Ora, perante o que vem alegado no recurso, e após ponderação integral da prova produzida em sede de audiência de discussão e julgamento, concluímos que a nossa convicção acerca dos factos sob julgamento não diverge daquela que o tribunal a quo alcançou e exprimiu no acórdão recorrido.

Senão vejamos:

É certo que apenas a ofendida e o arguido têm conhecimento direto dos factos (o que decorre da própria natureza dos mesmos e do local onde foram cometidos).

É também certo que a ofendida e o arguido apresentaram, em audiência de discussão e julgamento, duas versões contraditórias entre si.

Na verdade, o arguido negou, de modo genérico e perentório, a prática dos factos constantes da acusação, alegando que todos eles são uma invenção da sua filha, invenção essa motivada pela circunstância de o arguido se opor a uma relação de namoro que a filha mantinha.

Por sua vez, a ofendida, de forma pormenorizada, consistente, verosímil, contextualizada e totalmente credível, relatou a prática dos factos em causa (nos precisos termos em que eles foram dados como provados em primeira instância).

Ora, o tribunal recorrido limitou-se a valorar, com devia, o depoimento da ofendida.

E também este tribunal de recurso valoriza, do mesmo modo, o depoimento da ofendida, o qual se revelou inteiramente credível e convincente, não apenas pelos pormenores relatados (pelas concretas circunstâncias que a ofendida descreveu), como também pela forma como a ofendida fez esse relato na audiência de discussão e julgamento (revelando profundidade e sofrimento).

Com efeito, basta atentar, devidamente, no relato da ofendida, descrevendo os atos de abuso sexual por parte do arguido, seu pai, com interrupções de choro, com termos próprios de uma situação constringente e inapropriada, para concluir, sem hesitações, que esse relato é totalmente sincero, verdadeiro e esclarecedor.

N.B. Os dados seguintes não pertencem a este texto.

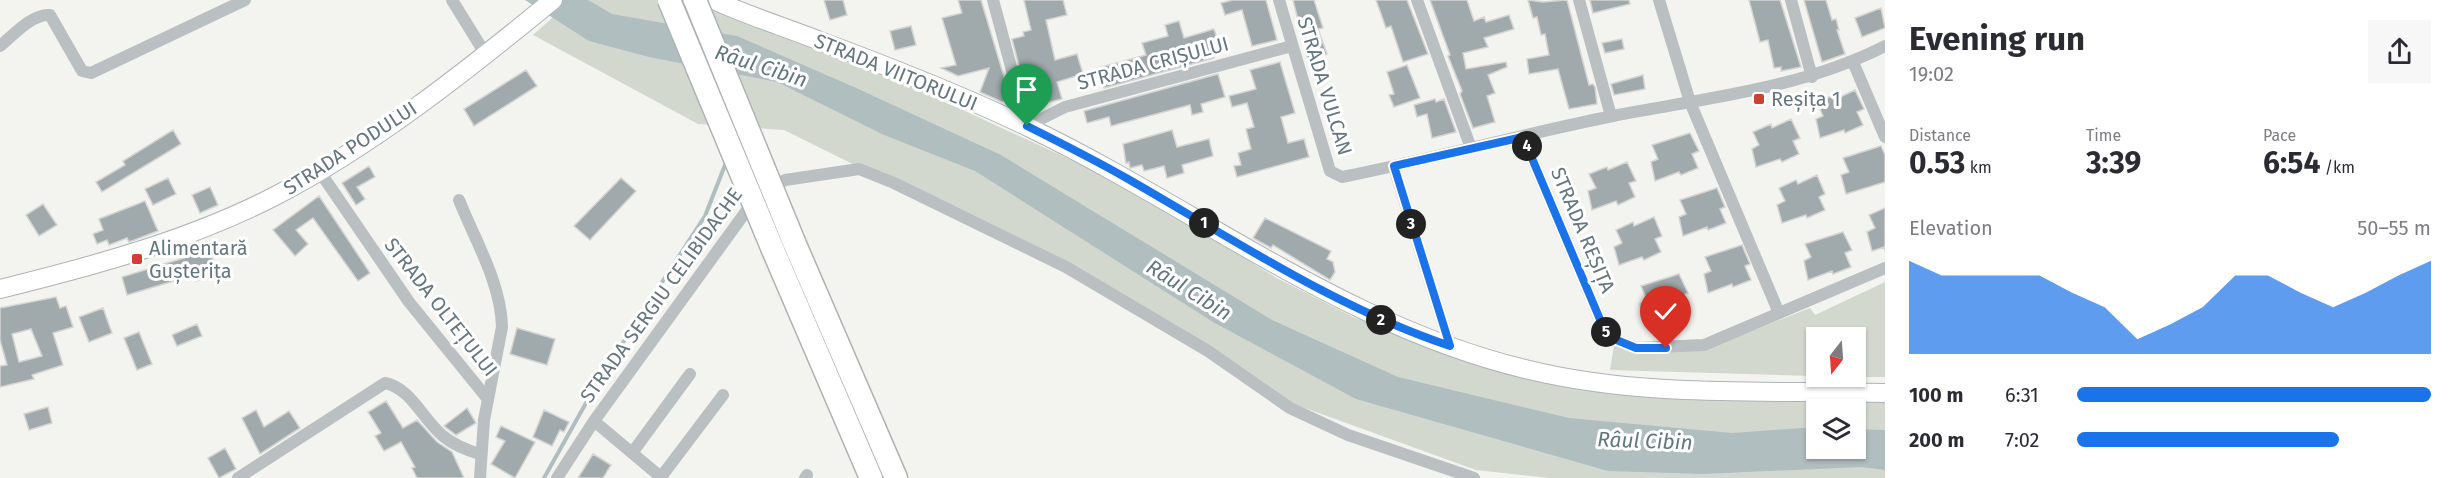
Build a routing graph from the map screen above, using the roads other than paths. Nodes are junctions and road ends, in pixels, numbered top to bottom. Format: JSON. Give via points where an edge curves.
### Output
{"nodes":[{"id":1,"x":245,"y":0,"type":"edge"},
{"id":2,"x":452,"y":0,"type":"edge"},
{"id":3,"x":553,"y":0,"type":"edge"},
{"id":4,"x":669,"y":0,"type":"edge"},
{"id":5,"x":695,"y":0,"type":"edge"},
{"id":6,"x":714,"y":0,"type":"edge"},
{"id":7,"x":993,"y":0,"type":"edge"},
{"id":8,"x":1279,"y":0,"type":"edge"},
{"id":9,"x":1417,"y":0,"type":"edge"},
{"id":10,"x":1579,"y":0,"type":"edge"},
{"id":11,"x":1659,"y":0,"type":"edge"},
{"id":12,"x":1791,"y":0,"type":"edge"},
{"id":13,"x":0,"y":46,"type":"edge"},
{"id":14,"x":1292,"y":46,"type":"junction"},
{"id":15,"x":1885,"y":46,"type":"edge"},
{"id":16,"x":486,"y":55,"type":"junction"},
{"id":17,"x":1853,"y":62,"type":"junction"},
{"id":18,"x":1812,"y":77,"type":"junction"},
{"id":19,"x":1690,"y":102,"type":"junction"},
{"id":20,"x":1611,"y":116,"type":"junction"},
{"id":21,"x":1027,"y":126,"type":"junction"},
{"id":22,"x":1885,"y":136,"type":"edge"},
{"id":23,"x":1523,"y":137,"type":"junction"},
{"id":24,"x":1470,"y":148,"type":"junction"},
{"id":25,"x":1394,"y":166,"type":"junction"},
{"id":26,"x":320,"y":172,"type":"junction"},
{"id":27,"x":459,"y":200,"type":"dead end"},
{"id":28,"x":1885,"y":268,"type":"edge"},
{"id":29,"x":0,"y":289,"type":"edge"},
{"id":30,"x":1779,"y":313,"type":"junction"},
{"id":31,"x":1450,"y":346,"type":"junction"},
{"id":32,"x":690,"y":374,"type":"dead end"},
{"id":33,"x":1885,"y":393,"type":"edge"},
{"id":34,"x":723,"y":395,"type":"dead end"},
{"id":35,"x":487,"y":398,"type":"junction"},
{"id":36,"x":594,"y":421,"type":"junction"},
{"id":37,"x":632,"y":453,"type":"junction"},
{"id":38,"x":480,"y":454,"type":"junction"},
{"id":39,"x":238,"y":478,"type":"edge"},
{"id":40,"x":480,"y":478,"type":"edge"},
{"id":41,"x":557,"y":478,"type":"edge"},
{"id":42,"x":662,"y":478,"type":"edge"},
{"id":43,"x":871,"y":478,"type":"edge"},
{"id":44,"x":896,"y":478,"type":"edge"},
{"id":45,"x":1474,"y":478,"type":"edge"}],
"edges":[{"from":1,"to":13,"type":"street","via":[[91,73],[82,71],[50,15],[34,19]]},
{"from":2,"to":16,"type":"street"},
{"from":3,"to":16,"type":"street","name":"STRADA PODULUI"},
{"from":4,"to":43,"type":"highway","bridge":true},
{"from":5,"to":44,"type":"highway","bridge":true},
{"from":6,"to":21,"type":"street","name":"STRADA VIITORULUI","via":[[868,58]]},
{"from":7,"to":21,"type":"street"},
{"from":8,"to":14,"type":"street","name":"STRADA VULCAN"},
{"from":9,"to":24,"type":"street"},
{"from":10,"to":20,"type":"street"},
{"from":11,"to":19,"type":"street"},
{"from":12,"to":18,"type":"street"},
{"from":14,"to":21,"type":"street","name":"STRADA CRIȘULUI","via":[[1065,107]]},
{"from":14,"to":25,"type":"street","name":"STRADA VULCAN","via":[[1330,171],[1342,177]]},
{"from":15,"to":17,"type":"street"},
{"from":16,"to":26,"type":"street","name":"STRADA PODULUI"},
{"from":17,"to":18,"type":"street"},
{"from":17,"to":22,"type":"street"},
{"from":18,"to":19,"type":"street"},
{"from":19,"to":20,"type":"street"},
{"from":19,"to":30,"type":"street"},
{"from":20,"to":23,"type":"street"},
{"from":21,"to":31,"type":"street","name":"STRADA VIITORULUI","via":[[1126,177],[1318,289],[1389,323]]},
{"from":23,"to":24,"type":"street"},
{"from":23,"to":30,"type":"street","name":"STRADA REȘIȚA","via":[[1607,336],[1636,348],[1704,345]]},
{"from":24,"to":25,"type":"street"},
{"from":25,"to":31,"type":"street"},
{"from":26,"to":29,"type":"street","name":"STRADA PODULUI","via":[[216,222],[62,274]]},
{"from":26,"to":35,"type":"street","name":"STRADA OLTEȚULUI","via":[[409,302]]},
{"from":27,"to":35,"type":"street","via":[[501,311],[499,344]]},
{"from":28,"to":30,"type":"street","name":"STRADA REȘIȚA"},
{"from":31,"to":33,"type":"street","name":"STRADA VIITORULUI","via":[[1497,362],[1586,381],[1670,388]]},
{"from":32,"to":37,"type":"street"},
{"from":34,"to":42,"type":"street"},
{"from":35,"to":38,"type":"street","name":"STRADA OLTEȚULUI"},
{"from":36,"to":37,"type":"street","name":"STRADA SERGIU CELIBIDACHE"},
{"from":36,"to":41,"type":"street","name":"STRADA SERGIU CELIBIDACHE"},
{"from":36,"to":45,"type":"street","name":"STRADA SERGIU CELIBIDACHE","via":[[760,192],[786,180],[858,169],[1066,267],[1208,351],[1290,408],[1348,435]]},
{"from":37,"to":42,"type":"street","name":"STRADA SERGIU CELIBIDACHE"},
{"from":38,"to":39,"type":"street","via":[[441,434],[403,393],[385,383]]},
{"from":38,"to":40,"type":"street","name":"STRADA OLTEȚULUI"}]}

Acresce que, apesar de nenhuma das testemunhas ouvidas na audiência de discussão e julgamento ter presenciado os factos (com exceção, obviamente, da ofendida), as testemunhas C. e D. (a ex-companheira e um filho do arguido) confirmaram que o arguido ficou sozinho com a ofendida na casa da E. (conforme tido por assente nos pontos 6 e 7 dos factos provados no acórdão revidendo), precisamente uma das ocasiões em que a ofendida descreveu uma situação em que foi violada pelo arguido.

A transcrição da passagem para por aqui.